* **Description of the task**: Look through the lines below, find those with the word "thumb", and copy them.

* **The input**:
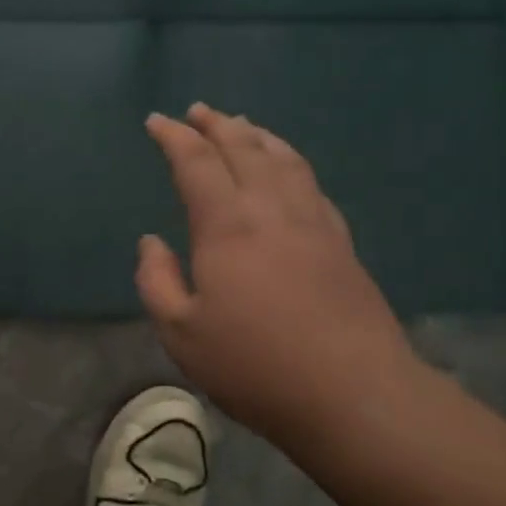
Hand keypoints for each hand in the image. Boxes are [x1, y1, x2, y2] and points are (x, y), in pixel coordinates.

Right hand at [138, 103, 418, 450]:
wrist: (355, 394)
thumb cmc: (255, 365)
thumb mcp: (181, 333)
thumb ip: (156, 281)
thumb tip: (151, 242)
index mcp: (227, 226)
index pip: (197, 163)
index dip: (174, 137)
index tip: (157, 121)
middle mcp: (272, 210)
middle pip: (244, 148)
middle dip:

* **Response to the task**:
thumb cmc: (255, 365)
thumb mcp: (181, 333)
thumb ip: (156, 281)
thumb tip: (151, 242)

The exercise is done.